Electrical Stimulation

• Electrical stimulation occurs under a cathode (negative charge), reducing excitability.
• Conversely, it decreases under an anode (positive charge).
• This process can initiate an action potential in an axon or group of axons by reaching threshold.

Extracellular Recording

• Extracellular recordings of action potentials provide information about conduction velocity under various conditions.
• Diphasic recording shows a biphasic waveform.
• Monophasic recording displays a single waveform shape, revealing differences between intact and damaged axons.

Conduction Velocity

• Conduction velocity is calculated by dividing the distance between stimulating and recording electrodes by the time gap between stimulus and action potential recording.
• Velocity = Distance/Time

Action Potential Conduction

• Changes in membrane potential in one axon part spread to adjacent areas due to local currents.
• Conduction velocity depends on how far local currents spread along the axon.
• Depolarization of an axon section to threshold initiates an action potential at that location.

Length Constant

• The length constant (λ) measures the distance a potential change travels to reach 37% of its original value.

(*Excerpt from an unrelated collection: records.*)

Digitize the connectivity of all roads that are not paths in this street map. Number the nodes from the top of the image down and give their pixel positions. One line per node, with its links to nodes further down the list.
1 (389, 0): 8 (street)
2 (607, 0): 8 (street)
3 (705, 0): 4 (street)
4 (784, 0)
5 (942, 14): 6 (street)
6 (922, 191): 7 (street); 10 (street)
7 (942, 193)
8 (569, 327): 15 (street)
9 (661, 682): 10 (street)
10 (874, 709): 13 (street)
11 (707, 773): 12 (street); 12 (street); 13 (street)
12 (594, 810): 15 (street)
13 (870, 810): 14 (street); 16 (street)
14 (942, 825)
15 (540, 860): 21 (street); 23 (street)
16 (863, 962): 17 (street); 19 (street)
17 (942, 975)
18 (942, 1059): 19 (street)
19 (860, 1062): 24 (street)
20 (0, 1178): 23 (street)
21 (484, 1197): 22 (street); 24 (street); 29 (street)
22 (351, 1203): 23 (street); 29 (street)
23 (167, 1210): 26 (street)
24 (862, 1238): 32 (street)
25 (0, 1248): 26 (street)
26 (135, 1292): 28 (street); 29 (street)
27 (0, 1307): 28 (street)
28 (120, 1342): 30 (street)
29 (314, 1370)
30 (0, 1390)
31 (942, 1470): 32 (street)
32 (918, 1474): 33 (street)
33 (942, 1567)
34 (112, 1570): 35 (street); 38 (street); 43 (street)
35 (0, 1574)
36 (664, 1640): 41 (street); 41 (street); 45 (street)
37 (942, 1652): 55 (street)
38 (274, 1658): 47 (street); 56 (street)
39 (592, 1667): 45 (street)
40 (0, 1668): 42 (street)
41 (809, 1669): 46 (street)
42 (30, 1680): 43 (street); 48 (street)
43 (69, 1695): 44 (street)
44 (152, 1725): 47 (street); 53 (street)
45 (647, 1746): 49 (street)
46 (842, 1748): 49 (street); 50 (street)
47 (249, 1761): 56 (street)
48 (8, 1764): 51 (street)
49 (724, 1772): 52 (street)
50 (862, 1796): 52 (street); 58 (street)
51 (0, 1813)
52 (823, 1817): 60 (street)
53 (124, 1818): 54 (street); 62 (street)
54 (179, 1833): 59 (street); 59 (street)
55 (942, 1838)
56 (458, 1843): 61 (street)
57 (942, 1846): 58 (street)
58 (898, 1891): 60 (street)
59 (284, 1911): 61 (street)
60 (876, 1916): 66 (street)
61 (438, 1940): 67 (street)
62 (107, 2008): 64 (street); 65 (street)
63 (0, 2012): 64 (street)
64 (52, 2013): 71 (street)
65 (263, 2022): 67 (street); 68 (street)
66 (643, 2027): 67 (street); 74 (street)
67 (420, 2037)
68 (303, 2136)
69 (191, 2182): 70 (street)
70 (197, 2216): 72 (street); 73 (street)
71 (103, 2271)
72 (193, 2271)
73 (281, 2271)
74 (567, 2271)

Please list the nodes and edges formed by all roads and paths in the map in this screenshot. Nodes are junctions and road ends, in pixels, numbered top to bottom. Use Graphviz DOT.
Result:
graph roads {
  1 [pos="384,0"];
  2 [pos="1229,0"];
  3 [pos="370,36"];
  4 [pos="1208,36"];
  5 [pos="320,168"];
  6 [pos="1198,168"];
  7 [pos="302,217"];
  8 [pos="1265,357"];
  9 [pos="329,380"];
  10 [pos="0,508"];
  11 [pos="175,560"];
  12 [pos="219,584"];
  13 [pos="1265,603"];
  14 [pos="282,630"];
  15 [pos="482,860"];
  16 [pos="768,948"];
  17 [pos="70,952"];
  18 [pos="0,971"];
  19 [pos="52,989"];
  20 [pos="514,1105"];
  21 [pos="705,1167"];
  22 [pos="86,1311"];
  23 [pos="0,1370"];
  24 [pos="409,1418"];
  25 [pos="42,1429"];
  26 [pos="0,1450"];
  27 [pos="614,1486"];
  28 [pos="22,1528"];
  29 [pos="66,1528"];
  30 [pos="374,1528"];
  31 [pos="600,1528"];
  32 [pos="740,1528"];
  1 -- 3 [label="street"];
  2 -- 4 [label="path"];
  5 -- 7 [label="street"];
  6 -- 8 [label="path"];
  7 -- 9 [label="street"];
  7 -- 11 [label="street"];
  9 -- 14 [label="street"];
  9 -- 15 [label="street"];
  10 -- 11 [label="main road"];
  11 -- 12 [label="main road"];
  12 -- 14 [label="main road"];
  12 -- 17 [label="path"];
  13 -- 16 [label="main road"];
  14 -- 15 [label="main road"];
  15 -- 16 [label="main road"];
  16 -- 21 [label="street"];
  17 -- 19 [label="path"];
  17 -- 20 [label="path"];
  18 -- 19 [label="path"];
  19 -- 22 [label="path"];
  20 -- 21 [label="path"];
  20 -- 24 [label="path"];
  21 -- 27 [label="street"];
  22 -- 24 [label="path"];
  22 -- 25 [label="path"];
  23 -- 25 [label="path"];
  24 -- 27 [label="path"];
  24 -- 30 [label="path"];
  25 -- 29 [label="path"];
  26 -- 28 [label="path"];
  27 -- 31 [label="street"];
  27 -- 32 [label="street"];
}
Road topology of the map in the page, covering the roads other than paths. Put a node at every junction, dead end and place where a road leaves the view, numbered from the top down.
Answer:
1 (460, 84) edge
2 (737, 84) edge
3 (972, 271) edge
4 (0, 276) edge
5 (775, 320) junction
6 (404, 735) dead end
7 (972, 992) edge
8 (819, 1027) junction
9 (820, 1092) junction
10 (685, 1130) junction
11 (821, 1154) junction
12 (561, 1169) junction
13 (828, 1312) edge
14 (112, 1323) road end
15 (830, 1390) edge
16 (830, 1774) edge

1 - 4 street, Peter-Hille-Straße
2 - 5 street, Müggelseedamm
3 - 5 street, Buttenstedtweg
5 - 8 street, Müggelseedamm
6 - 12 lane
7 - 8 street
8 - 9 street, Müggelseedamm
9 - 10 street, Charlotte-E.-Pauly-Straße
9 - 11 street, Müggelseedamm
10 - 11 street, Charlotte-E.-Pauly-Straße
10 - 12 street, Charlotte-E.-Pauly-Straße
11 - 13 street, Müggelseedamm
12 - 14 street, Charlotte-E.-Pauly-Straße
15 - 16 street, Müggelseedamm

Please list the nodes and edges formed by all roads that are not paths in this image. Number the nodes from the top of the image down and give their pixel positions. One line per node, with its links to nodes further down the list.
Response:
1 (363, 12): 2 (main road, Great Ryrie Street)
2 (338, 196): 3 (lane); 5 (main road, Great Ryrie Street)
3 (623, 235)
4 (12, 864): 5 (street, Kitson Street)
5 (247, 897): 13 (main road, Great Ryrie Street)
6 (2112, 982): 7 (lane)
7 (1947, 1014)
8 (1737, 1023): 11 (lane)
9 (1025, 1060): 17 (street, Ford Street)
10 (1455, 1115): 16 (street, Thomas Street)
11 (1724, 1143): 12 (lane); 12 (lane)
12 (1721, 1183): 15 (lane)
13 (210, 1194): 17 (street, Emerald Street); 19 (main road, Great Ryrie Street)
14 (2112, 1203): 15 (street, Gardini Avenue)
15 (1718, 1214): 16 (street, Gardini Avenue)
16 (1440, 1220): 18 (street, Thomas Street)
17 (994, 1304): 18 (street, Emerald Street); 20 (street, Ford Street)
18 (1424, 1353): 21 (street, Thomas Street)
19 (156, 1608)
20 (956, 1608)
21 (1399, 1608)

Factors Affecting Conduction Velocity

• High membrane resistance and low membrane capacitance enhance conduction velocity by enabling local currents to propagate further.
• High axonal diameter decreases cytoplasmic resistance, improving conduction velocity.

Capacitance

• Capacitance (C) is the ability of the lipid bilayer to store charge.
• High capacitance results in needing more current for charging or longer charging time, affecting local current spread, especially with short current pulses.

Membrane Resistance

• Membrane resistance is influenced by the number of open ion channels.
• Lower resistance correlates with more open ion channels and more local current loss across the membrane, reducing current spread.

Action Potential Propagation

• Local currents propagate the action potential down the axon.
• An axon area that has just fired an action potential is refractory, so it cannot fire another until recovery.

Refractory Period

• The refractory period prevents backward propagation of action potentials.

Myelin Sheath

• Myelin significantly increases conduction velocity in axons.
• Larger-diameter axons (e.g., motoneurons) are myelinated, while smaller axons (e.g., sensory fibers) are often not.
• Myelin reduces capacitance and increases axon resistance.

Schwann Cells and Oligodendrocytes

• Schwann cells myelinate peripheral axons, while oligodendrocytes myelinate axons in the central nervous system.

Fiber Diameter and Velocity Relationship

• Conduction velocity is proportional to fiber diameter in myelinated axons.
• The highest velocity in mammals is achieved by large-diameter myelinated axons.
• In unmyelinated axons, conduction velocity correlates with the square root of fiber diameter.

Demyelination

• Demyelination is a condition where sections of axons lose their myelin sheath.
• Multiple sclerosis is a prominent demyelinating disease.
• Damage to myelin can dramatically reduce the ability of axons to conduct action potentials, influencing and sometimes blocking conduction velocity.